I often like to show the first 12 minutes or so or Michael Wesch's lecture "An anthropological introduction to YouTube" to students when we first discuss media. Wesch really brings home this idea that media is more than just content, and that media mediate social relationships.

So, really, it shouldn't be surprising that engagements through new forms of media have lead to interesting (if annoying) cultural changes in language use and meaning. An interesting example of this is observable in this piece from Newsweek: "What it means when you end your emails with a period." Here, David Crystal opens by remarking how "Regular emailers will have encountered the new styles, and may use all of them. The omission of punctuation marks, avoidance of capitalization, and the use of nonstandard spelling is commonplace." Yet, this kind of language use is also part of our learned cultural context:
These styles are characteristic of informal e-communication. The more formal the interaction, the less they are likely to occur, and the more they will be construed as inappropriate.
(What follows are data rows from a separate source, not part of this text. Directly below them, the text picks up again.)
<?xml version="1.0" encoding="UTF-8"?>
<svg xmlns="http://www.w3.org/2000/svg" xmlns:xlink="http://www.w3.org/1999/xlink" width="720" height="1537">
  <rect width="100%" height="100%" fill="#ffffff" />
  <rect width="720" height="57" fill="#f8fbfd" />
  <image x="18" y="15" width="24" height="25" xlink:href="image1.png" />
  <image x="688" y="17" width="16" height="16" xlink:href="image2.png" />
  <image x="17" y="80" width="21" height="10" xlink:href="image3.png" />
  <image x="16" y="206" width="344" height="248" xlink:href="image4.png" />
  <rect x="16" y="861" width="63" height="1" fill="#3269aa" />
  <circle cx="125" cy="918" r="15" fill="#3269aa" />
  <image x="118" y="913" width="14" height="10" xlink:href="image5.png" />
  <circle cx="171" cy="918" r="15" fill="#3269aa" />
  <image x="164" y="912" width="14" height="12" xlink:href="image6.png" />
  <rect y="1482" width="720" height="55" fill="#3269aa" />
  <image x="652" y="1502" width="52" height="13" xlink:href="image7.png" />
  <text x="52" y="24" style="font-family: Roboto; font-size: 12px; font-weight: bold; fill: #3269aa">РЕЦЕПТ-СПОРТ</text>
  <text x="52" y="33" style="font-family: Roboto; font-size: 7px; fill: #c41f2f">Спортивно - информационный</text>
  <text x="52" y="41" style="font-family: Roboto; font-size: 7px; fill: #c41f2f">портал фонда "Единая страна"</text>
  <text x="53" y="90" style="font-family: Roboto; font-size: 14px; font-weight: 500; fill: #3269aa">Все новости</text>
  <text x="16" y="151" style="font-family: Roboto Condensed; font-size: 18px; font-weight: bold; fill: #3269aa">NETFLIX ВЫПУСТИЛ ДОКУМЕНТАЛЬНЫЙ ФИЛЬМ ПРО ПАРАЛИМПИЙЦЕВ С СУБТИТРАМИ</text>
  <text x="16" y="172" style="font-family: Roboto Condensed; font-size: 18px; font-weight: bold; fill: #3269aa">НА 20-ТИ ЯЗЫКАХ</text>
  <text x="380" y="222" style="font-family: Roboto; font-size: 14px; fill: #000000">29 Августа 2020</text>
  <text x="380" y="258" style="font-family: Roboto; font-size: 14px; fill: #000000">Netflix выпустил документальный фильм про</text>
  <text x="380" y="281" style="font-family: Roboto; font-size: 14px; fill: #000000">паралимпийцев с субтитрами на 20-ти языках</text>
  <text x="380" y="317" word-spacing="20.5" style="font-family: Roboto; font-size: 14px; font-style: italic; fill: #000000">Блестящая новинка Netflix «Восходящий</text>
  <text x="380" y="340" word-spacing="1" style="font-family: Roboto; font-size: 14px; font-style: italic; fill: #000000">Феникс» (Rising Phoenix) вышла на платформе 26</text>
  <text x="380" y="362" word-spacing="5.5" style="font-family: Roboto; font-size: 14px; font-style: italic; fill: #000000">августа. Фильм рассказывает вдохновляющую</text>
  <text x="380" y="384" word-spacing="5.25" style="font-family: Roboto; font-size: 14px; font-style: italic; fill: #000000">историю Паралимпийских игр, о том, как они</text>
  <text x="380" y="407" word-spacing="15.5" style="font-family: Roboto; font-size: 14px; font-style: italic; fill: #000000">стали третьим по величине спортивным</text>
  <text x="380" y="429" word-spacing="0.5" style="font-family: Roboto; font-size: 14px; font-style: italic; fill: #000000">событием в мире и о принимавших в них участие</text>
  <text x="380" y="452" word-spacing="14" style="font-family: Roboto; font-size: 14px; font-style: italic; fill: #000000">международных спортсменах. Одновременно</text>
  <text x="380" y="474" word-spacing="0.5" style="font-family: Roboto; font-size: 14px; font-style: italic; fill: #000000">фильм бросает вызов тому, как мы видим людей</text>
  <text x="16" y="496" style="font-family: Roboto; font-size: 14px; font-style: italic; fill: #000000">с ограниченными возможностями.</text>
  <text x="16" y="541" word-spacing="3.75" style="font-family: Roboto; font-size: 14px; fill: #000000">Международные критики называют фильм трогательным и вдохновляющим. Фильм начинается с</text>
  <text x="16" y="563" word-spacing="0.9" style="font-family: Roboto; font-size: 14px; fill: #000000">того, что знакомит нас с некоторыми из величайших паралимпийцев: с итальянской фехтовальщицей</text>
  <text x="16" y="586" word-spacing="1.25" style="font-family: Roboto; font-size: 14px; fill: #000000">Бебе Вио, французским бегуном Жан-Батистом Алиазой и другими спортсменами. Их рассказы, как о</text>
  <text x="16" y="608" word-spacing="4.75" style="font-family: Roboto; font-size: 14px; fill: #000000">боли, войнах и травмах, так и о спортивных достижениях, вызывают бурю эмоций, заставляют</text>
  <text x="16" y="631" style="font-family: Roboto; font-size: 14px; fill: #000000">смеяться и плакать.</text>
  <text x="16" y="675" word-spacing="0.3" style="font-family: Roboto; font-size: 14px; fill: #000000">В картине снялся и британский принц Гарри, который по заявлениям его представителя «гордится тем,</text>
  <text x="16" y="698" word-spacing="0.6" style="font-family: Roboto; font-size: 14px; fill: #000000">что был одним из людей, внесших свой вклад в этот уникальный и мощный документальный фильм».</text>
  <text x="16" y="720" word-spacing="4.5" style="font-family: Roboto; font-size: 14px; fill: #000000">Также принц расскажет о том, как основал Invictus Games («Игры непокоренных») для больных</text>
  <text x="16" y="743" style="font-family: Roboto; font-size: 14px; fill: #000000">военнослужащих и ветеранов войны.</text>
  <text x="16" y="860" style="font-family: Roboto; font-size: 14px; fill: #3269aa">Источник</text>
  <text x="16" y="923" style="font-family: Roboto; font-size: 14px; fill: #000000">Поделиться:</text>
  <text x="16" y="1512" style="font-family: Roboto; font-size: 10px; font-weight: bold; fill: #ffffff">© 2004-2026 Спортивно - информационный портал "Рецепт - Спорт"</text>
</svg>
So it's important for youngsters experimenting with internet styles to realize that breaking the conventions of the standard language is dangerous in certain settings.
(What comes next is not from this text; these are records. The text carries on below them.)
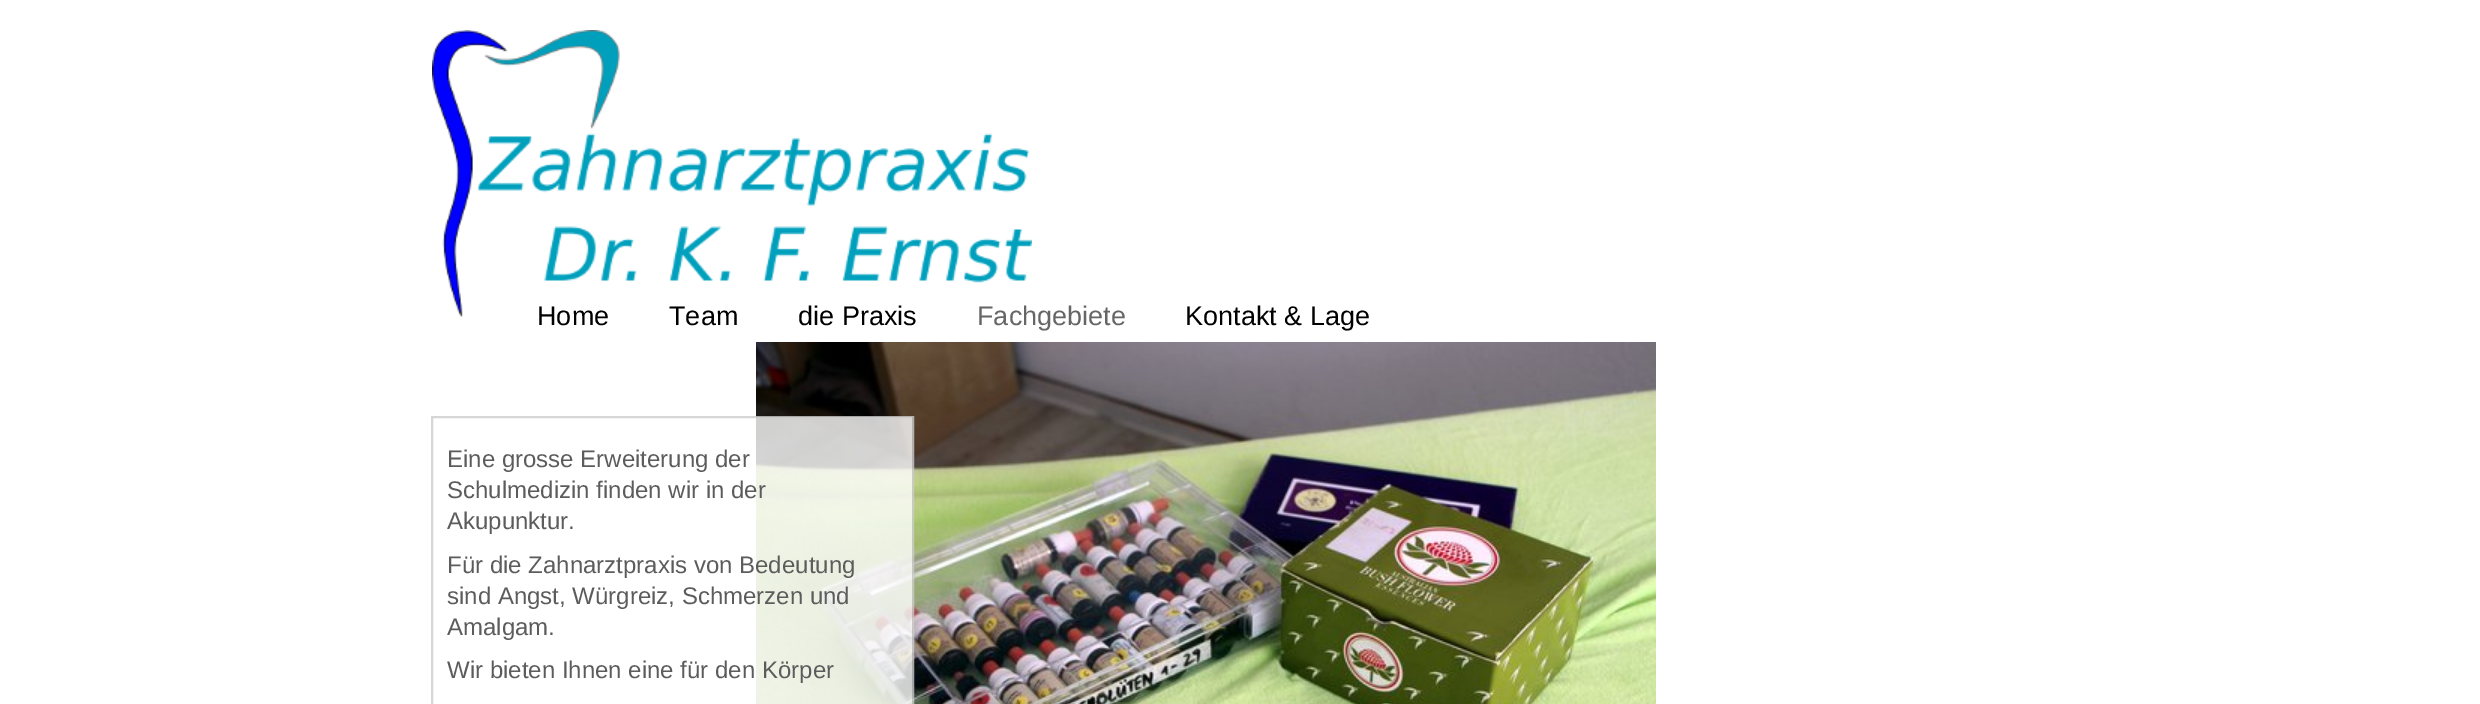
%!PS-Adobe-3.0
%%BoundingBox: 0 0 2480 704
%%LanguageLevel: 3
%%Pages: 1
%%EndComments
%%BeginProlog
/setink { 3 { 255 div 3 1 roll } repeat setrgbcolor } def
/usefont { [ exch dup neg 0 0 3 -1 roll 0 0 ] selectfont } def
/drawtext { setink usefont moveto show } def
/fillbox { setink rectfill } def
/setalpha { dup .setfillconstantalpha .setstrokeconstantalpha } def
/drawimage { 5 dict begin { /h /w /y /x /name } { exch def } forall
  gsave x y translate w h scale
  w h 8 [w 0 0 h 0 0] name (r) file false 3 colorimage grestore end } def
%%EndProlog
%%BeginSetup
<< /PageSize [2480 704] /PageUsesTransparency true >> setpagedevice
%%EndSetup
%%Page: 1 1
0 .pushpdf14devicefilter
0 704 translate 1 -1 scale
4 setmiterlimit
0 0 2480 704 255 255 255 fillbox
(assets/img1.rgb) 432 30 600 287 drawimage
(Home) 537 325 /LiberationSans-Regular 27 0 0 0 drawtext
(Team) 669 325 /LiberationSans-Regular 27 0 0 0 drawtext
(die Praxis) 798 325 /LiberationSans-Regular 27 0 0 0 drawtext
(Fachgebiete) 977 325 /LiberationSans-Regular 27 102 102 102 drawtext
(Kontakt & Lage) 1185 325 /LiberationSans-Regular 27 0 0 0 drawtext
(assets/img2.rgb) 756 342 900 362 drawimage
0.8 setalpha
756 417 156 287 255 255 255 fillbox
204 204 204 setink
2 setlinewidth
432 417 481 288 rectstroke
1 setalpha
(Eine grosse Erweiterung der) 447 467 /LiberationSans-Regular 24 92 92 92 drawtext
(Schulmedizin finden wir in der) 447 498 /LiberationSans-Regular 24 92 92 92 drawtext
(Akupunktur.) 447 529 /LiberationSans-Regular 24 92 92 92 drawtext
(Für die Zahnarztpraxis von Bedeutung) 447 573 /LiberationSans-Regular 24 92 92 92 drawtext
(sind Angst, Würgreiz, Schmerzen und) 447 604 /LiberationSans-Regular 24 92 92 92 drawtext
(Amalgam.) 447 635 /LiberationSans-Regular 24 92 92 92 drawtext
(Wir bieten Ihnen eine für den Körper) 447 678 /LiberationSans-Regular 24 92 92 92 drawtext
.poppdf14devicefilter showpage
%%EOF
Another interesting example of shifting meanings -- this time within and across social media platforms -- comes from this The Sociological Imagination piece, "“Liking” it on Facebook." Javier de Rivera explores the sensibility and standardization of feeling connected to the "like" function on platforms like FaceBook and Instagram. Consider the following statement about the shifting and standardizing meanings associated with functions such as the "like" or "fav" across these different platforms:
The evolution of Twitter seems to be going in the same direction, by experimenting with the Favs and changing them to Likes, establishing the trend – that started several years ago – for using this feature to show appreciation rather than for archival purposes. Here, overlapping is not possible, by choosing Hearts as a mean of social interaction we are deploying its value as an archival resource: our list of bookmarks would be flooded with the less memorable tweets we chose to mark as an expression of appreciation.
How might you bring these examples into your classroom discussions of cultural change, community, meaning, and language?